Another activity for children to experience that demonstrates gradation would be volume of sound. Children could begin a hand-clapping or tapping sequence. First, they would clap only their pointer fingers together or tap them on the edge of a table or desk. They would then add their middle fingers, then their ring fingers, their little fingers, and finally their thumbs. As a whole class does this experiment, they can hear the increase of sound. Reversing this sequence allows the children to hear the gradation of sound reverse from loudest to softest. When using this experience with children, you might relate the sounds to the sequence of a rain shower. Other contexts for gradation besides shades of color and volumes of sound include textures of softness, speed of the wind, bounciness of balls, and brightness of light.
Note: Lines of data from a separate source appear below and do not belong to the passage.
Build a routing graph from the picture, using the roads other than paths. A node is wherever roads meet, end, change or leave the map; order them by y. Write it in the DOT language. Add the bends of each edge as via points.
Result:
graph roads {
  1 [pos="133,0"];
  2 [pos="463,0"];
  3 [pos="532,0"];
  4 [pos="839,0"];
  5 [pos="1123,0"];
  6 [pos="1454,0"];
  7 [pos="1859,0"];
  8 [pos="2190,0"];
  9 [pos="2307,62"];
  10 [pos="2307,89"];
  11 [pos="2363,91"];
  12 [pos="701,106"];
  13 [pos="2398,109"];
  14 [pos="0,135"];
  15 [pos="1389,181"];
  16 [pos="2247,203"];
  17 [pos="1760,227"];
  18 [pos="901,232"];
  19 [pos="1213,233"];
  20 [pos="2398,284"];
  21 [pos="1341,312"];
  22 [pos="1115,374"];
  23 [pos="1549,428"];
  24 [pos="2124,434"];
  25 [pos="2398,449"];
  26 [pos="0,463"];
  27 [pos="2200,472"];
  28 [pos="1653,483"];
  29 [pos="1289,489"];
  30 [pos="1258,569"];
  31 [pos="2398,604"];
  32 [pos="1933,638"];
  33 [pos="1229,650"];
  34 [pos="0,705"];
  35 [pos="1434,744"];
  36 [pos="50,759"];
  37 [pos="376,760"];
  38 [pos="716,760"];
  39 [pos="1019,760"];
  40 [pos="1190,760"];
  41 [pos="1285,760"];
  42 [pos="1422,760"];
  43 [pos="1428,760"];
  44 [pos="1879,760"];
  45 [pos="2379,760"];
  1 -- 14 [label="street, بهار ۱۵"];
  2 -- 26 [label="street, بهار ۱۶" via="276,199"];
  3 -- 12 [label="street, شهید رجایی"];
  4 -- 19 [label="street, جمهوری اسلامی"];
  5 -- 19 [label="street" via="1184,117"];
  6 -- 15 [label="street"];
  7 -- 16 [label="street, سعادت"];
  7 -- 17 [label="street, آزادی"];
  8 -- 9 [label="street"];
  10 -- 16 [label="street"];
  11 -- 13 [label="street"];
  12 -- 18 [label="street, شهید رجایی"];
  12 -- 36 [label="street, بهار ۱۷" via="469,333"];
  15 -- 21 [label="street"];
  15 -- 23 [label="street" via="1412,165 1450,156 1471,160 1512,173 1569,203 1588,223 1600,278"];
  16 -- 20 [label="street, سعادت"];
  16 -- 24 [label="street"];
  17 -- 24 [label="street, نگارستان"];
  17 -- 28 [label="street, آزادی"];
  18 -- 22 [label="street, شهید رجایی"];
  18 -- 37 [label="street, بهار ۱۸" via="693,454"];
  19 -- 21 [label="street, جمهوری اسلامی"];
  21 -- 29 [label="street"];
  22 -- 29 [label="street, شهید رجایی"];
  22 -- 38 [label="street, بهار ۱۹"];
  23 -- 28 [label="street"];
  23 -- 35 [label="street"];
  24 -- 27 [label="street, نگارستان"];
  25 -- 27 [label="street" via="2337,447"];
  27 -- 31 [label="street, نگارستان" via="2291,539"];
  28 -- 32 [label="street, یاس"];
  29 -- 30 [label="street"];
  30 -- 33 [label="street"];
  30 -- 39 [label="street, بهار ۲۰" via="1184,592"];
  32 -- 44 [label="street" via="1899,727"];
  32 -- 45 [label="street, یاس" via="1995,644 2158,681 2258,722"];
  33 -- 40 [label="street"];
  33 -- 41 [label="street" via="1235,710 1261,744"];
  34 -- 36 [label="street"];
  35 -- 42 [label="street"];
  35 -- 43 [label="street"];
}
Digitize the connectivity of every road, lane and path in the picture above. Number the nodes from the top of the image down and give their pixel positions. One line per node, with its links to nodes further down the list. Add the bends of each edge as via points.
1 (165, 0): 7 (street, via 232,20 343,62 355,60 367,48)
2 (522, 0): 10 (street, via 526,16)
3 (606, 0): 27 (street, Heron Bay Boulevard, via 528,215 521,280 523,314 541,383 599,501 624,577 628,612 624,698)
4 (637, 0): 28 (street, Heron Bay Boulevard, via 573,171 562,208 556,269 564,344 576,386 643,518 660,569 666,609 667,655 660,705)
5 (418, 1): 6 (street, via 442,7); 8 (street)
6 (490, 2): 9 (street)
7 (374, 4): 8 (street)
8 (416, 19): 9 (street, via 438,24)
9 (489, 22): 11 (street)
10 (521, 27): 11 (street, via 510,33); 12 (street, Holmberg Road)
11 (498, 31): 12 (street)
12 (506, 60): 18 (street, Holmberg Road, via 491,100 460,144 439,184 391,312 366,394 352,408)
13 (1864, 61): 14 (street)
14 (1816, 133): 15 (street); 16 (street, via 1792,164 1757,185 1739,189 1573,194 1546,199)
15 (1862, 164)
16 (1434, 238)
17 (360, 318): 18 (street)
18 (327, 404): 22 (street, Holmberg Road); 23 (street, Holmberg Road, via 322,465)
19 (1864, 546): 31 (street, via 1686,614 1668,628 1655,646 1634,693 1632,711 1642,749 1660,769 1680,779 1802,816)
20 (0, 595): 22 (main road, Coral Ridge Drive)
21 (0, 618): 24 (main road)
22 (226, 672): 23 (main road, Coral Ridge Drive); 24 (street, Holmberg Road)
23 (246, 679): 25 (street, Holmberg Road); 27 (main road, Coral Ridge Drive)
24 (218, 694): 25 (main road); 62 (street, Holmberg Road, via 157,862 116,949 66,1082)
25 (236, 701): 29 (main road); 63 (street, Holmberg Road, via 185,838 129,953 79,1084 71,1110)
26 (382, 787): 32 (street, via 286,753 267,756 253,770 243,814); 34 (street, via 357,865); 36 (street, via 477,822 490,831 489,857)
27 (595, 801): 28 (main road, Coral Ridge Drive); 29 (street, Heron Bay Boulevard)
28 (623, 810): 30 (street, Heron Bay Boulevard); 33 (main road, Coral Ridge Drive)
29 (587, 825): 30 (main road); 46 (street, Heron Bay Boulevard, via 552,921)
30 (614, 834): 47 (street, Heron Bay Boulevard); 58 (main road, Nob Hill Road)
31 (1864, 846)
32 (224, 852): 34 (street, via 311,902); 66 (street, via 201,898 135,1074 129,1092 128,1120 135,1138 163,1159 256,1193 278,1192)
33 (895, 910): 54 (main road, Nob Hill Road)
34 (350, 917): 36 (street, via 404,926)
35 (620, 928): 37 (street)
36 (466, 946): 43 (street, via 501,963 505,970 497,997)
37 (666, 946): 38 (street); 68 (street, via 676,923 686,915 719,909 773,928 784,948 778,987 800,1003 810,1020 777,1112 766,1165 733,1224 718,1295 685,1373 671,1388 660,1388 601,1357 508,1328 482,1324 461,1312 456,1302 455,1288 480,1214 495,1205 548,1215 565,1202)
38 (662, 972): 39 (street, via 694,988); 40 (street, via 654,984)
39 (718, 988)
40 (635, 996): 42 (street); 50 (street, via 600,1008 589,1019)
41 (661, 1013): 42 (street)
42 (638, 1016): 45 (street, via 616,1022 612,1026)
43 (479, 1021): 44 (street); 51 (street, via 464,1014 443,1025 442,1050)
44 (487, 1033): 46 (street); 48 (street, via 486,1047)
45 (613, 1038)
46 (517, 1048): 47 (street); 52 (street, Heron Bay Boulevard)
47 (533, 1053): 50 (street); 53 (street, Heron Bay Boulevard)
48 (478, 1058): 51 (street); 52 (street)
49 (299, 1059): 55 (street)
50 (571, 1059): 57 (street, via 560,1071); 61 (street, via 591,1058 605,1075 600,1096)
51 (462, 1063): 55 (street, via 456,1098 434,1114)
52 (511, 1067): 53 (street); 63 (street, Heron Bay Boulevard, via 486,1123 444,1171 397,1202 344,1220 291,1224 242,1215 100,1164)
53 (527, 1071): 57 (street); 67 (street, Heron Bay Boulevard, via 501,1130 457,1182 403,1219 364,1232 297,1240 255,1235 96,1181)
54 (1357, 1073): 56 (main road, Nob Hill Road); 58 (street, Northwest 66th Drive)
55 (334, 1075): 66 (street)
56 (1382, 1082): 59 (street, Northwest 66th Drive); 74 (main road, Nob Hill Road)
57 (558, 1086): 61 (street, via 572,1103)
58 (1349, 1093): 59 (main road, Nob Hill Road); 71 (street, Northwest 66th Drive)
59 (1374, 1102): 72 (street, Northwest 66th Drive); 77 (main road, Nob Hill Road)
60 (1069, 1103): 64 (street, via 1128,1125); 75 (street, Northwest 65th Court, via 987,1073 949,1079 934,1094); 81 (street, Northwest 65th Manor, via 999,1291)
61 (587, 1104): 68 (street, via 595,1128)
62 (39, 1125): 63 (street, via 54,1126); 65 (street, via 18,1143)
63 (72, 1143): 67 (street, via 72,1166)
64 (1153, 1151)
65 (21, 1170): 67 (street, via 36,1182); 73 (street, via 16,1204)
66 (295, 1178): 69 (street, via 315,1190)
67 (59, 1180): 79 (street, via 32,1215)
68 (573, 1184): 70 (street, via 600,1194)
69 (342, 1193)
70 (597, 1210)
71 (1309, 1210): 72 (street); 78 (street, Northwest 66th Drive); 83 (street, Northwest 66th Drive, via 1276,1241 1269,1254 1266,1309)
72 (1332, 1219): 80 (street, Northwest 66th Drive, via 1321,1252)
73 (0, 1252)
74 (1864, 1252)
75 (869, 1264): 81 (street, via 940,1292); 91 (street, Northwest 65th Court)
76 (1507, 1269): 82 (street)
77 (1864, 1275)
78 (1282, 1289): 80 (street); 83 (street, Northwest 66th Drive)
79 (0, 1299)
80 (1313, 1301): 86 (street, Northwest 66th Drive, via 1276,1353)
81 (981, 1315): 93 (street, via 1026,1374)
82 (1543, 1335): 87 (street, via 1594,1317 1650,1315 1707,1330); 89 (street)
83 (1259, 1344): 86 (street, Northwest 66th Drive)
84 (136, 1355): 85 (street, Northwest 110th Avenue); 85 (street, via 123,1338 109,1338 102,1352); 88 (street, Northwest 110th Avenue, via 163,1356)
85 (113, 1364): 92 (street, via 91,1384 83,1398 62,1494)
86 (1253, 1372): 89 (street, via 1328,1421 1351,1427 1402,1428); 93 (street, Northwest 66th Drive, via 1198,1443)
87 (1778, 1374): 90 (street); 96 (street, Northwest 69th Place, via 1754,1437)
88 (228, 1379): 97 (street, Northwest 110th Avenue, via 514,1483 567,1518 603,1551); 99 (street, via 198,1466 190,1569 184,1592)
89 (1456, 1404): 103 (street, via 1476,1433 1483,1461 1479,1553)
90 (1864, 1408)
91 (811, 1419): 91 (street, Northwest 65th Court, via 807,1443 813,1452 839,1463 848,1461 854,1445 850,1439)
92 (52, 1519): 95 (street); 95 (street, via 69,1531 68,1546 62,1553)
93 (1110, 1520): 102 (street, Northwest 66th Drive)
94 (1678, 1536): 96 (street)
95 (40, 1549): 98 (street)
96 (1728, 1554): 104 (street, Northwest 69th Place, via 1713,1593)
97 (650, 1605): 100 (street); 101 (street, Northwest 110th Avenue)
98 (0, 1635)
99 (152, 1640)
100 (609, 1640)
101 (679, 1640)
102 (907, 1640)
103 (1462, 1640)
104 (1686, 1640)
Keeping track of, recording, and measuring change can also be done in informal, inventive ways. For example, when children are observing seeds and bulbs grow into plants, they can be assisted in measuring the growth of the plant with a variety of tools, such as strips of paper or yarn or a tall stick. The tall strip of paper or stick can be placed next to the plant at dirt level and marked off and labeled with the height of the plant at that time. These markings can be labeled with the date and attached to a chart. Another way this can be done is by measuring the height of the plant with individual strips of paper, or yarn, cut to the height of the plant. In a week’s interval, the plant can be measured with a different strip of paper or piece of yarn. Cut to match the plant’s current height. Then place the new strip next to the first strip along the same baseline. This process can continue so that the seriated sequence of growth is recorded with strips of paper or yarn, forming a visual representation of the growth of the plant. This representation makes a pleasant visual display. To enhance this activity, photos can be taken to support the graphic display of growth.
Children can use a variety of familiar, nonstandard materials such as blocks or counters, crayons or markers, stickers or ink stampers to keep track of growth or to capture how big something is. It is the process of measuring with nonstandard tools that lays the foundation for using standardized units of measure to capture the “how much-ness” of things. As they become more experienced with using manipulatives for nonstandard measuring, they will begin to see the importance of lining up the units end to end and of becoming more precise in their measuring.
A similar measurement process can be constructed by using stickers or ink-pad images to capture the height of the growth, thus generating a visual, iconic display of growth. As with manipulative nonstandard units of measurement, using stickers and water-soluble ink-pad stampers also allows the children to count actual units, that is, the stickers or stamped images, to tell how many stickers or stamped images tall the plant is. Attaching numbers to this type of process helps children to understand, at a rational and logical level, that the markings on standardized rulers refer to how many units of length something is rather than just focusing on the end points or lines on the ruler.